Belfast, Northern Ireland – Amid widespread opposition across the island of Ireland, the controversial Northern Ireland Troubles (Legacy and Reconciliation) Bill was passed by lawmakers in the United Kingdom’s House of Commons last week.
On Tuesday, it will return to the UK’s House of Lords, where it is not expected to face opposition, and is due to become law within weeks or even days.
The legislation will shut down new examinations of atrocities and other crimes committed during the Troubles, a prolonged civil conflict in Northern Ireland that pitted nationalists (mostly Catholic and in support of joining the Republic of Ireland) against unionists (mostly Protestant and hoping to remain part of the UK). The Troubles killed more than 3,600 people between the late 1960s and 1998.
Creating an effective cutoff date for ongoing inquiries and legal processes in little more than six months’ time, families face a race against the clock to ensure their long-running attempts for justice will be afforded due examination.
The legislation will also shut down examinations of past crimes in Britain.
Many inquest cases and criminal probes that currently sit with a branch of the Police Service of Northern Ireland (PSNI) are set to be transferred to the Independent Commission for Reconciliation and Information Recovery (ICRIR), a new body set up by the UK’s government as part of the incoming law.

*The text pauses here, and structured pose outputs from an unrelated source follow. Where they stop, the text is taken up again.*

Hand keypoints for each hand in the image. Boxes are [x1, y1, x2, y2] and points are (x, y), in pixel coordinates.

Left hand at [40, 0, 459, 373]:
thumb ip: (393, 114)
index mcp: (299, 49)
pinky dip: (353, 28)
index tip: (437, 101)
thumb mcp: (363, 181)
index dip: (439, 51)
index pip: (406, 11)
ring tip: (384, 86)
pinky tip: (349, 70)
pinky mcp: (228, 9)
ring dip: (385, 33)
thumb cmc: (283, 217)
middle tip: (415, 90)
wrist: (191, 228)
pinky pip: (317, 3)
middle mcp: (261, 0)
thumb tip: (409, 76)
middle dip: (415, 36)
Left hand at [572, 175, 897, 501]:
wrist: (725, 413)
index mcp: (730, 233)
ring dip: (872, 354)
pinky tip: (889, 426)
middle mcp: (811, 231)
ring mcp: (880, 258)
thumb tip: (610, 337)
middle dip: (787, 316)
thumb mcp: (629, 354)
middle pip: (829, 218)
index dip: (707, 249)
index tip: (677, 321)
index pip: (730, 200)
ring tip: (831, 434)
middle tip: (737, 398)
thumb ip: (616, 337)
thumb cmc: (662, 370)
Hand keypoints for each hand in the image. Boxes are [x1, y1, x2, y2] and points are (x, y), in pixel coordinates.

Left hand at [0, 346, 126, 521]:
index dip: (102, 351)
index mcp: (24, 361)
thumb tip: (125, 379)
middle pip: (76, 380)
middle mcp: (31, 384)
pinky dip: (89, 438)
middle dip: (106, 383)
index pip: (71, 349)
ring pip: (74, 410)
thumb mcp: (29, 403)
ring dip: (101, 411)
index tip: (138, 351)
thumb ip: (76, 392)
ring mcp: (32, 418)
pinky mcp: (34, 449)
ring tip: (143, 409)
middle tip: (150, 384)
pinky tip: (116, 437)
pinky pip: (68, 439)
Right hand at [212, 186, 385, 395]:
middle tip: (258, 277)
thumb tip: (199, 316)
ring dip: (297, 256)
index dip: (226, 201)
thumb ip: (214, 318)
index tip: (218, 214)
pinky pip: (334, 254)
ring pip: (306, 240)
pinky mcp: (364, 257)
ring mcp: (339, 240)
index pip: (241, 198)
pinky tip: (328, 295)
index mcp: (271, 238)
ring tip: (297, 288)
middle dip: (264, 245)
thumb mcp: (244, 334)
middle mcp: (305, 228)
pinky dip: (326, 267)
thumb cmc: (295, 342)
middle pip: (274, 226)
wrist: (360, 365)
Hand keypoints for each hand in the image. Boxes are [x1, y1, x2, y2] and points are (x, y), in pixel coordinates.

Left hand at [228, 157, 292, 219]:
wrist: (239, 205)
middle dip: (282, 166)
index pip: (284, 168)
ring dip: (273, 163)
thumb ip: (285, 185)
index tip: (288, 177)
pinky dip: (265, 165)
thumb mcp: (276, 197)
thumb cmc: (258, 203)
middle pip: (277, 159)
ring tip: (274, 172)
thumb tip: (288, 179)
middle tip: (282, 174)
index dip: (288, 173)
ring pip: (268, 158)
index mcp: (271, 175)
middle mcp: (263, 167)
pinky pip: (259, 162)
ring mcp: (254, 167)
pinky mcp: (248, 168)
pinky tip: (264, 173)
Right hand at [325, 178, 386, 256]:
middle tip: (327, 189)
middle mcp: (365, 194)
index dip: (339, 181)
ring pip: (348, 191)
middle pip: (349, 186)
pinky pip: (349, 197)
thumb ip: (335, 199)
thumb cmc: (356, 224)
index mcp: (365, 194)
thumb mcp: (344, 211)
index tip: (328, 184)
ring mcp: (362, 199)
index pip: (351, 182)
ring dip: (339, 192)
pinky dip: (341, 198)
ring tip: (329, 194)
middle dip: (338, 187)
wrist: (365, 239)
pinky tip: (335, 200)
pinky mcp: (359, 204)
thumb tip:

It is not yet clear what the bill’s implications will be for ongoing investigations in the Republic of Ireland, or for Troubles-era cases that spilled over into other jurisdictions across Europe.
Al Jazeera spoke to several families and legal experts heading campaigns for justice and truth recovery against this backdrop.
Patrick Butler – Springhill massacre, 1972
Patrick Butler, 38, was shot by British armed forces in west Belfast on July 9, 1972. He was one of five – including three minors – who were killed that day by gunfire near the Springhill and Westrock estates, in acts that are thought to have been in retaliation against a breakdown in the Irish Republican Army (IRA) ceasefire during the same day.
Natasha Butler’s grandfather Patrick Butler, then 38, is understood to have died while tending to the wounded at the scene. He is thought to have been shot and potentially killed by the same bullet that killed Father Noel Fitzpatrick, 42, in the west Belfast residential area.
According to Butler, her family and others in the area were “brutalised” through violent morning raids for years following the killings. Her grandfather was labelled a “gunman” in military records.
An inquest was finally granted in 2014 into the killing of the five – a priest, a father of six and three minors – by the British Army on that day in what is now know as “the Springhill massacre”.
Three weeks of the inquest were heard in February this year. According to Butler, the families understand there is another eight weeks of evidence to go, at least, with no military witnesses having yet appeared and expert witnesses yet to give evidence in what is described by many as a complex inquest.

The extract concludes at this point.